• [Work request]: An exact transcript of every entry is required, without any of the pictures.

_ _ _ _ _

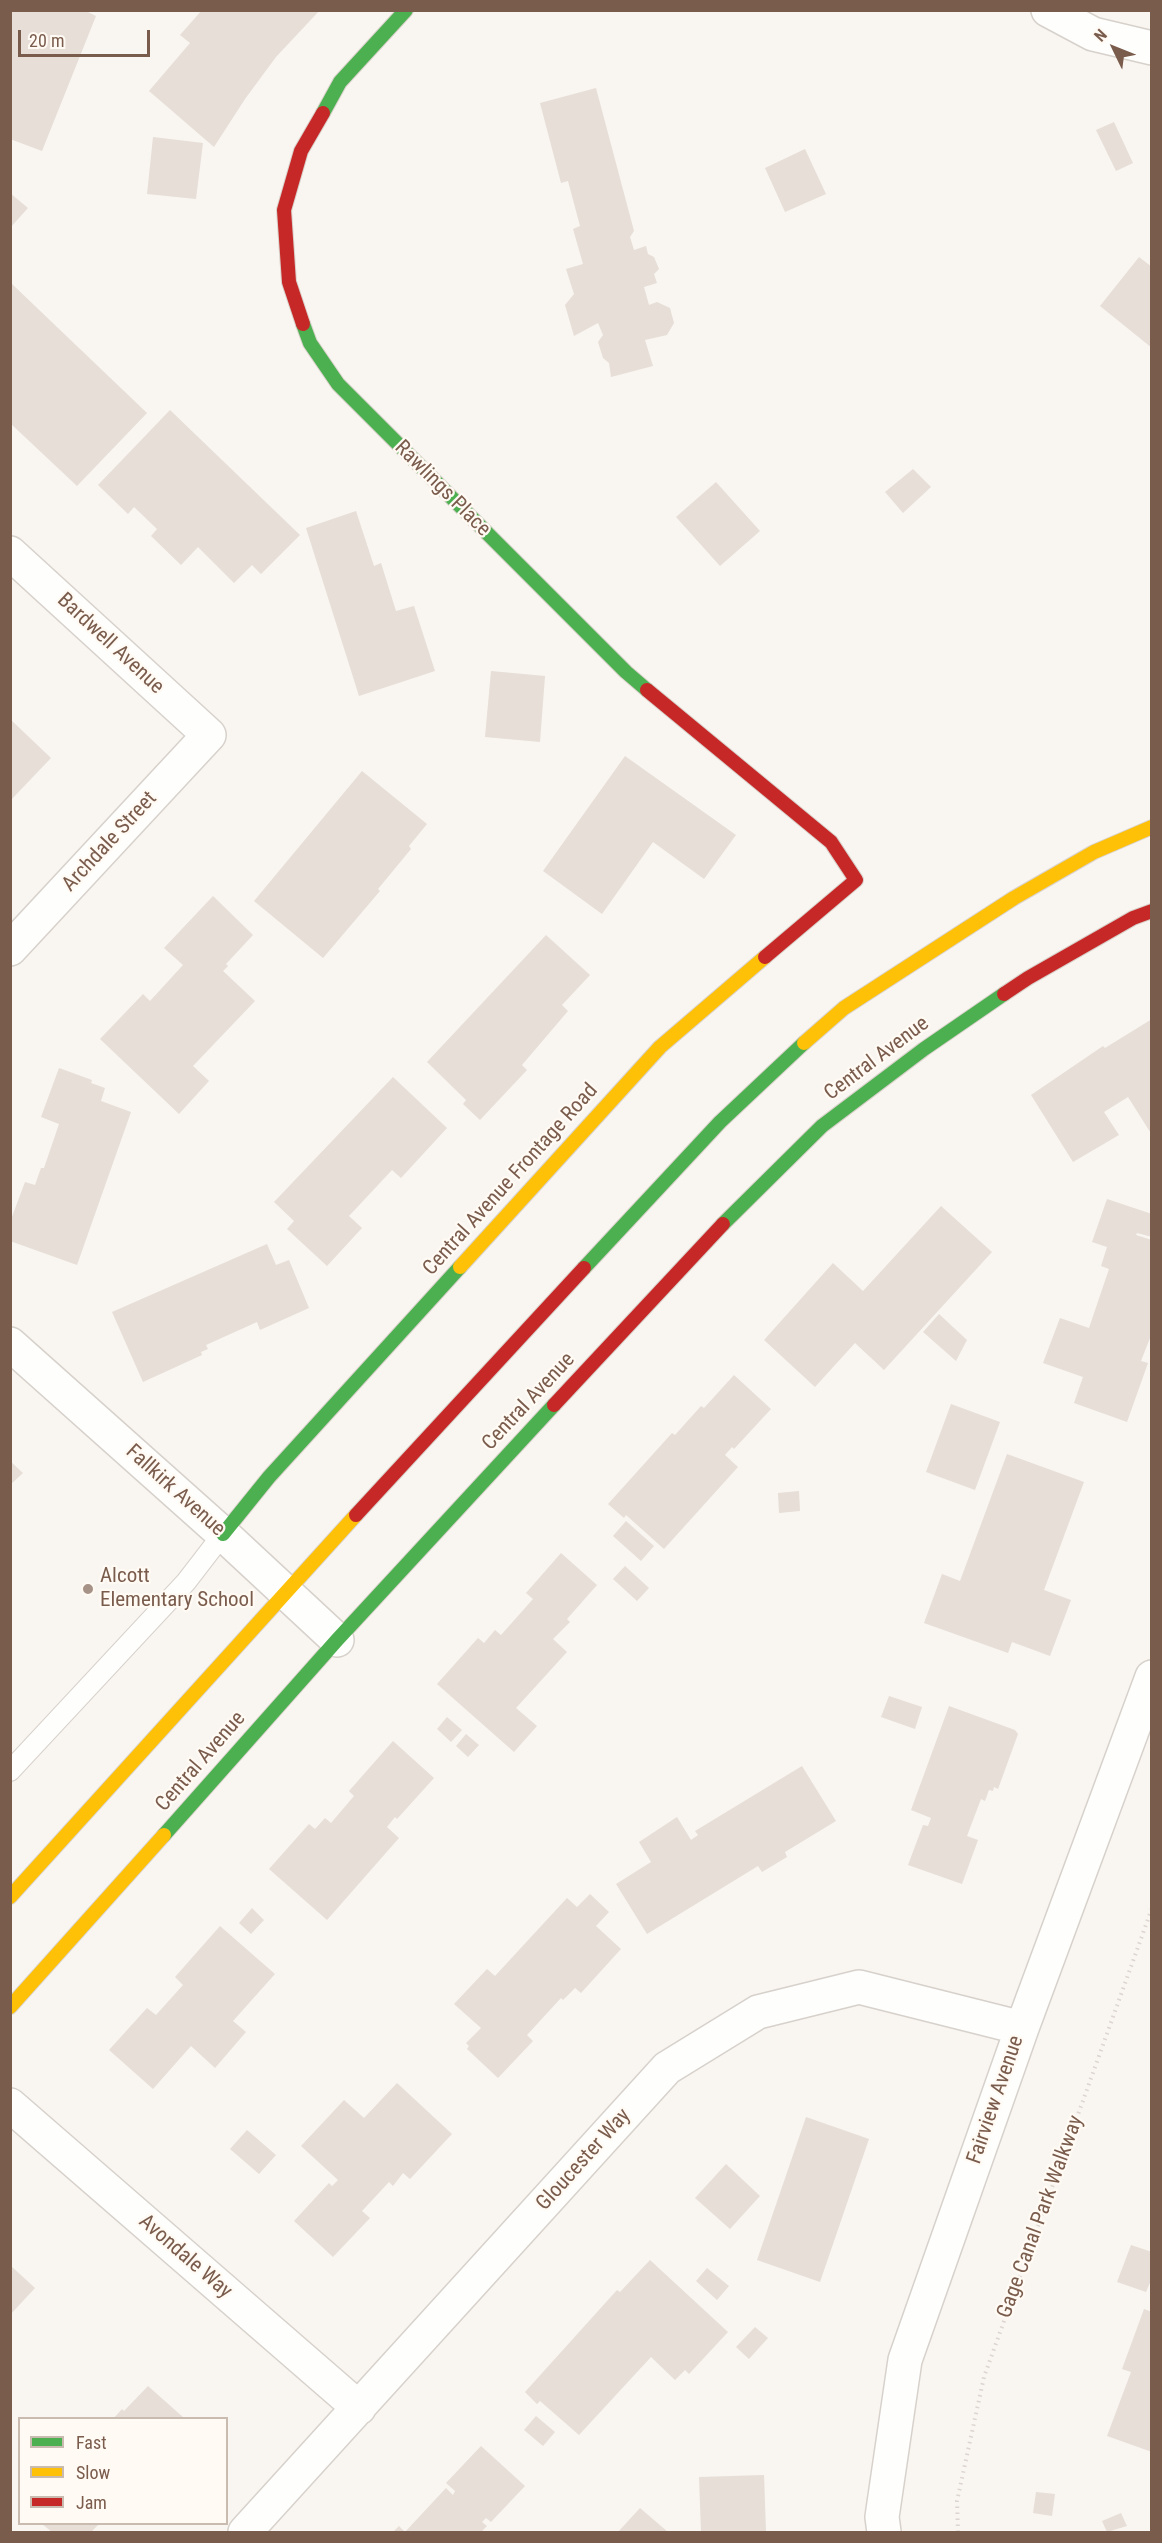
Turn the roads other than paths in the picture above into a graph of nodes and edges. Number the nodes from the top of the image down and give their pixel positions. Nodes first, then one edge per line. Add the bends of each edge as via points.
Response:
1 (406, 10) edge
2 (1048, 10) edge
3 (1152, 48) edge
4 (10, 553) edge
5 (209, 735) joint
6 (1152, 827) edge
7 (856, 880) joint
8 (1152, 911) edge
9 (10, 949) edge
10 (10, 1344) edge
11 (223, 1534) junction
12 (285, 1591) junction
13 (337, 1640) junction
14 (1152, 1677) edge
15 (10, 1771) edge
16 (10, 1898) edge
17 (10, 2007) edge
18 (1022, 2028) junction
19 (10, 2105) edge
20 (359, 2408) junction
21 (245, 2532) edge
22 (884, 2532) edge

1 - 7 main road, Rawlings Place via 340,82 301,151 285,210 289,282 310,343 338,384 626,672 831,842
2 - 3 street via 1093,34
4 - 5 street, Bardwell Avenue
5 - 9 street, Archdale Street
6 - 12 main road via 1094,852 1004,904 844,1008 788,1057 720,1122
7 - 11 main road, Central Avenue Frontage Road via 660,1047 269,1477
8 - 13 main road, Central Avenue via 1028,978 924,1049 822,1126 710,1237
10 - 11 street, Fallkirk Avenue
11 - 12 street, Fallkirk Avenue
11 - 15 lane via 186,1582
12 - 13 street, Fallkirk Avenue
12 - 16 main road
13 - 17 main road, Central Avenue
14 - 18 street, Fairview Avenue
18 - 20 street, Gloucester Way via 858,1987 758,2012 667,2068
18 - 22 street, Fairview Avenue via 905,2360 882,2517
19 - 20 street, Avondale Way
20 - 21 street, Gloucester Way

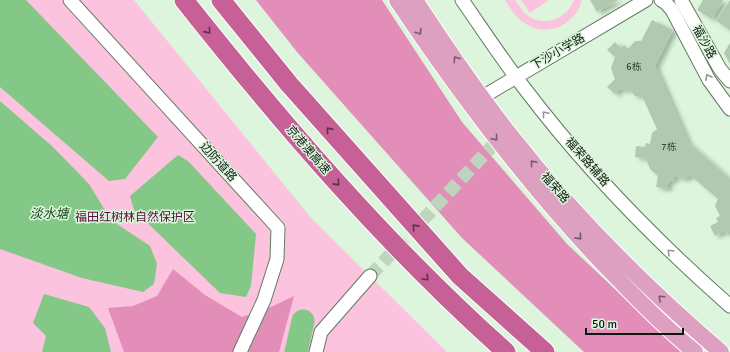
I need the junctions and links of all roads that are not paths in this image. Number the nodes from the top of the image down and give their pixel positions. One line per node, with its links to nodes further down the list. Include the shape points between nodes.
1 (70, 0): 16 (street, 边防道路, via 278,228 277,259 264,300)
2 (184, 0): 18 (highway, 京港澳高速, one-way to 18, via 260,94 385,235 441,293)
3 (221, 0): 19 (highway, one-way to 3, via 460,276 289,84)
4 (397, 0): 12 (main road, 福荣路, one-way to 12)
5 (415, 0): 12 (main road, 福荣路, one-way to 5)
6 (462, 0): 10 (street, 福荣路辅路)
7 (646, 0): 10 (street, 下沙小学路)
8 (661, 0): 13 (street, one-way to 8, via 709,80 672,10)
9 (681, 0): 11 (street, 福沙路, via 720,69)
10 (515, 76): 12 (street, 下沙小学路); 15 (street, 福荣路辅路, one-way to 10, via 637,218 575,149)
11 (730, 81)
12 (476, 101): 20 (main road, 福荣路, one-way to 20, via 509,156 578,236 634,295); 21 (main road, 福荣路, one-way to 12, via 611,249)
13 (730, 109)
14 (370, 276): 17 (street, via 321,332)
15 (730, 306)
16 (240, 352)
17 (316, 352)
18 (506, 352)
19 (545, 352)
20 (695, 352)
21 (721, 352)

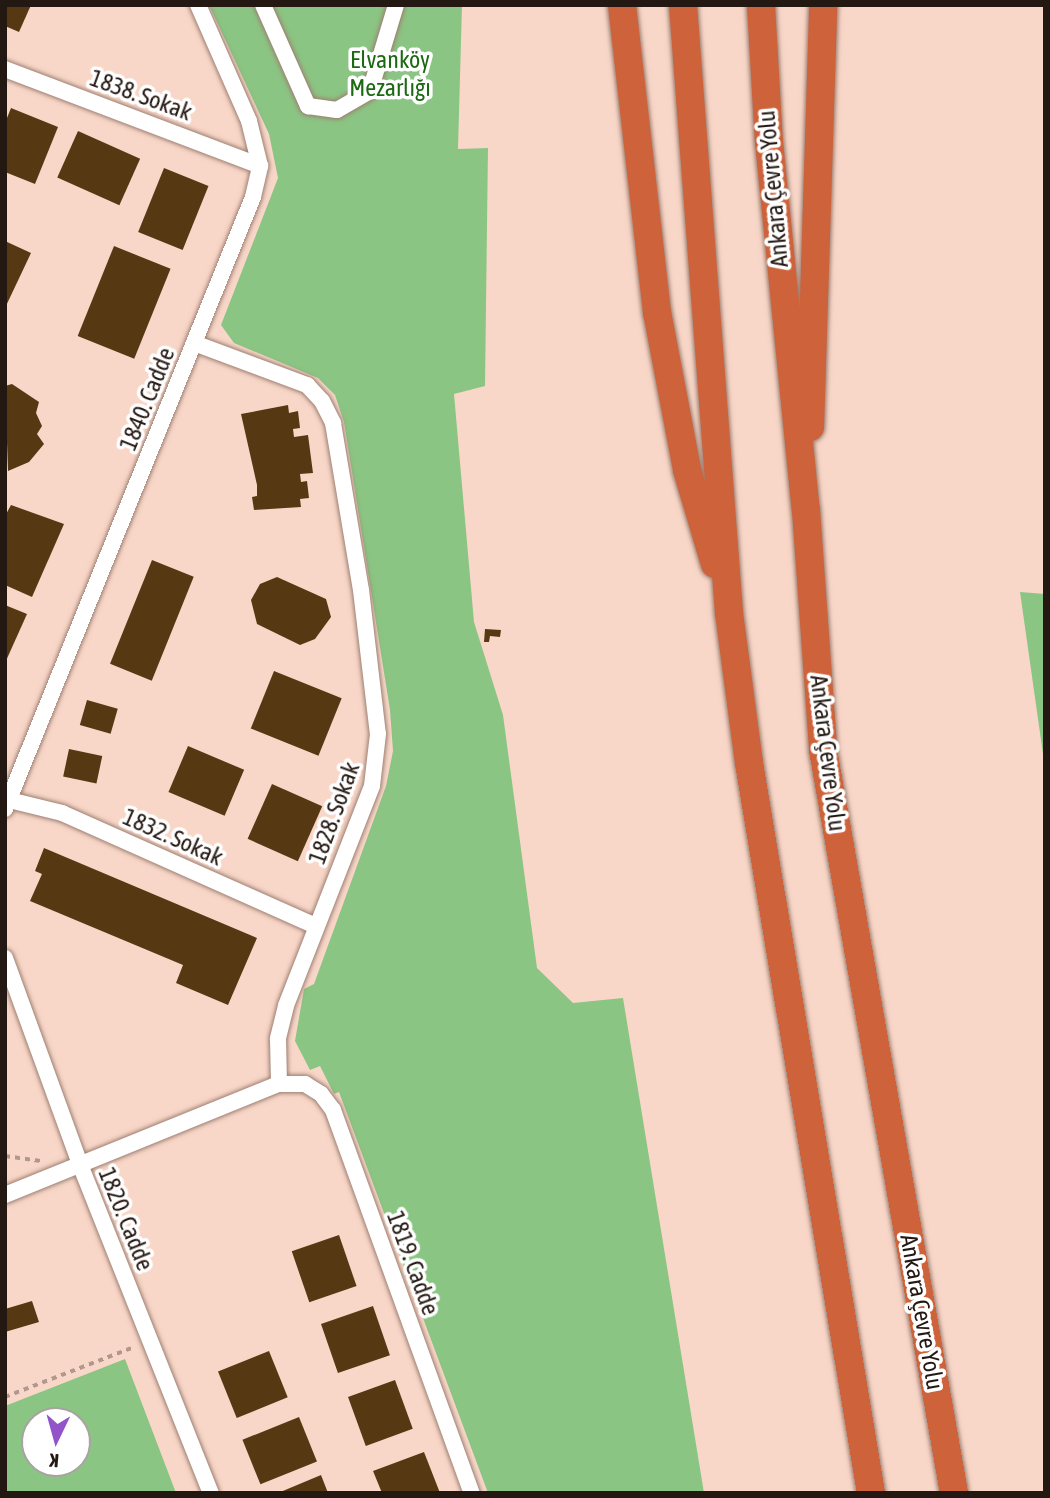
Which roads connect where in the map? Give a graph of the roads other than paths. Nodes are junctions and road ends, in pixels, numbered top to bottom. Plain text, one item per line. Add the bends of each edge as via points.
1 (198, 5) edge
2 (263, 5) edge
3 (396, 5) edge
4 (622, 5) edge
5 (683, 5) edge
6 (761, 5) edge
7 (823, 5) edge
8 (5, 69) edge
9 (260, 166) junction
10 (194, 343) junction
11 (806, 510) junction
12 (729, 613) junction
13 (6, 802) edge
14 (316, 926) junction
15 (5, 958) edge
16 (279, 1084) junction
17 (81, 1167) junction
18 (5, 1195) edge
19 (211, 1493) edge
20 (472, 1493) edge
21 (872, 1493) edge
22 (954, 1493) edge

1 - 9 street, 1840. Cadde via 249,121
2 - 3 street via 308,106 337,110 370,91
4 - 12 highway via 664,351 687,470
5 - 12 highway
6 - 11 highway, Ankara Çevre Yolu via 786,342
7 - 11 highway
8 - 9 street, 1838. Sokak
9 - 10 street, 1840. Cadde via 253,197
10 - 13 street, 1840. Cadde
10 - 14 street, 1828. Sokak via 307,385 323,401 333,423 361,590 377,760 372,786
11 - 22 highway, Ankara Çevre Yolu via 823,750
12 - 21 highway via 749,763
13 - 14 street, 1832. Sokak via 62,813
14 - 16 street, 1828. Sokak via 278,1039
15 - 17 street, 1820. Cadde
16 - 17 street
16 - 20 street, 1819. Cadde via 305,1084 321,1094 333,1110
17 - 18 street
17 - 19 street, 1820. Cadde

_ _ _ _ _

• [Answer to this exercise]:
Turn the roads other than paths in the picture above into a graph of nodes and edges. Number the nodes from the top of the image down and give their pixel positions. Nodes first, then one edge per line. Add the bends of each edge as via points.
Response:
1 (406, 10) edge
2 (1048, 10) edge
3 (1152, 48) edge
4 (10, 553) edge
5 (209, 735) joint
6 (1152, 827) edge
7 (856, 880) joint
8 (1152, 911) edge
9 (10, 949) edge
10 (10, 1344) edge
11 (223, 1534) junction
12 (285, 1591) junction
13 (337, 1640) junction
14 (1152, 1677) edge
15 (10, 1771) edge
16 (10, 1898) edge
17 (10, 2007) edge
18 (1022, 2028) junction
19 (10, 2105) edge
20 (359, 2408) junction
21 (245, 2532) edge
22 (884, 2532) edge

1 - 7 main road, Rawlings Place via 340,82 301,151 285,210 289,282 310,343 338,384 626,672 831,842
2 - 3 street via 1093,34
4 - 5 street, Bardwell Avenue
5 - 9 street, Archdale Street
6 - 12 main road via 1094,852 1004,904 844,1008 788,1057 720,1122
7 - 11 main road, Central Avenue Frontage Road via 660,1047 269,1477
8 - 13 main road, Central Avenue via 1028,978 924,1049 822,1126 710,1237
10 - 11 street, Fallkirk Avenue
11 - 12 street, Fallkirk Avenue
11 - 15 lane via 186,1582
12 - 13 street, Fallkirk Avenue
12 - 16 main road
13 - 17 main road, Central Avenue
14 - 18 street, Fairview Avenue
18 - 20 street, Gloucester Way via 858,1987 758,2012 667,2068
18 - 22 street, Fairview Avenue via 905,2360 882,2517
19 - 20 street, Avondale Way
20 - 21 street, Gloucester Way

I need the junctions and links of all roads that are not paths in this image. Number the nodes from the top of the image down and give their pixel positions. One line per node, with its links to nodes further down the list. Include the shape points between nodes.
1 (70, 0): 16 (street, 边防道路, via 278,228 277,259 264,300)
2 (184, 0): 18 (highway, 京港澳高速, one-way to 18, via 260,94 385,235 441,293)
3 (221, 0): 19 (highway, one-way to 3, via 460,276 289,84)
4 (397, 0): 12 (main road, 福荣路, one-way to 12)
5 (415, 0): 12 (main road, 福荣路, one-way to 5)
6 (462, 0): 10 (street, 福荣路辅路)
7 (646, 0): 10 (street, 下沙小学路)
8 (661, 0): 13 (street, one-way to 8, via 709,80 672,10)
9 (681, 0): 11 (street, 福沙路, via 720,69)
10 (515, 76): 12 (street, 下沙小学路); 15 (street, 福荣路辅路, one-way to 10, via 637,218 575,149)
11 (730, 81)
12 (476, 101): 20 (main road, 福荣路, one-way to 20, via 509,156 578,236 634,295); 21 (main road, 福荣路, one-way to 12, via 611,249)
13 (730, 109)
14 (370, 276): 17 (street, via 321,332)
15 (730, 306)
16 (240, 352)
17 (316, 352)
18 (506, 352)
19 (545, 352)
20 (695, 352)
21 (721, 352)

Which roads connect where in the map? Give a graph of the roads other than paths. Nodes are junctions and road ends, in pixels, numbered top to bottom. Plain text, one item per line. Add the bends of each edge as via points.
1 (198, 5) edge
2 (263, 5) edge
3 (396, 5) edge
4 (622, 5) edge
5 (683, 5) edge
6 (761, 5) edge
7 (823, 5) edge
8 (5, 69) edge
9 (260, 166) junction
10 (194, 343) junction
11 (806, 510) junction
12 (729, 613) junction
13 (6, 802) edge
14 (316, 926) junction
15 (5, 958) edge
16 (279, 1084) junction
17 (81, 1167) junction
18 (5, 1195) edge
19 (211, 1493) edge
20 (472, 1493) edge
21 (872, 1493) edge
22 (954, 1493) edge

1 - 9 street, 1840. Cadde via 249,121
2 - 3 street via 308,106 337,110 370,91
4 - 12 highway via 664,351 687,470
5 - 12 highway
6 - 11 highway, Ankara Çevre Yolu via 786,342
7 - 11 highway
8 - 9 street, 1838. Sokak
9 - 10 street, 1840. Cadde via 253,197
10 - 13 street, 1840. Cadde
10 - 14 street, 1828. Sokak via 307,385 323,401 333,423 361,590 377,760 372,786
11 - 22 highway, Ankara Çevre Yolu via 823,750
12 - 21 highway via 749,763
13 - 14 street, 1832. Sokak via 62,813
14 - 16 street, 1828. Sokak via 278,1039
15 - 17 street, 1820. Cadde
16 - 17 street
16 - 20 street, 1819. Cadde via 305,1084 321,1094 333,1110
17 - 18 street
17 - 19 street, 1820. Cadde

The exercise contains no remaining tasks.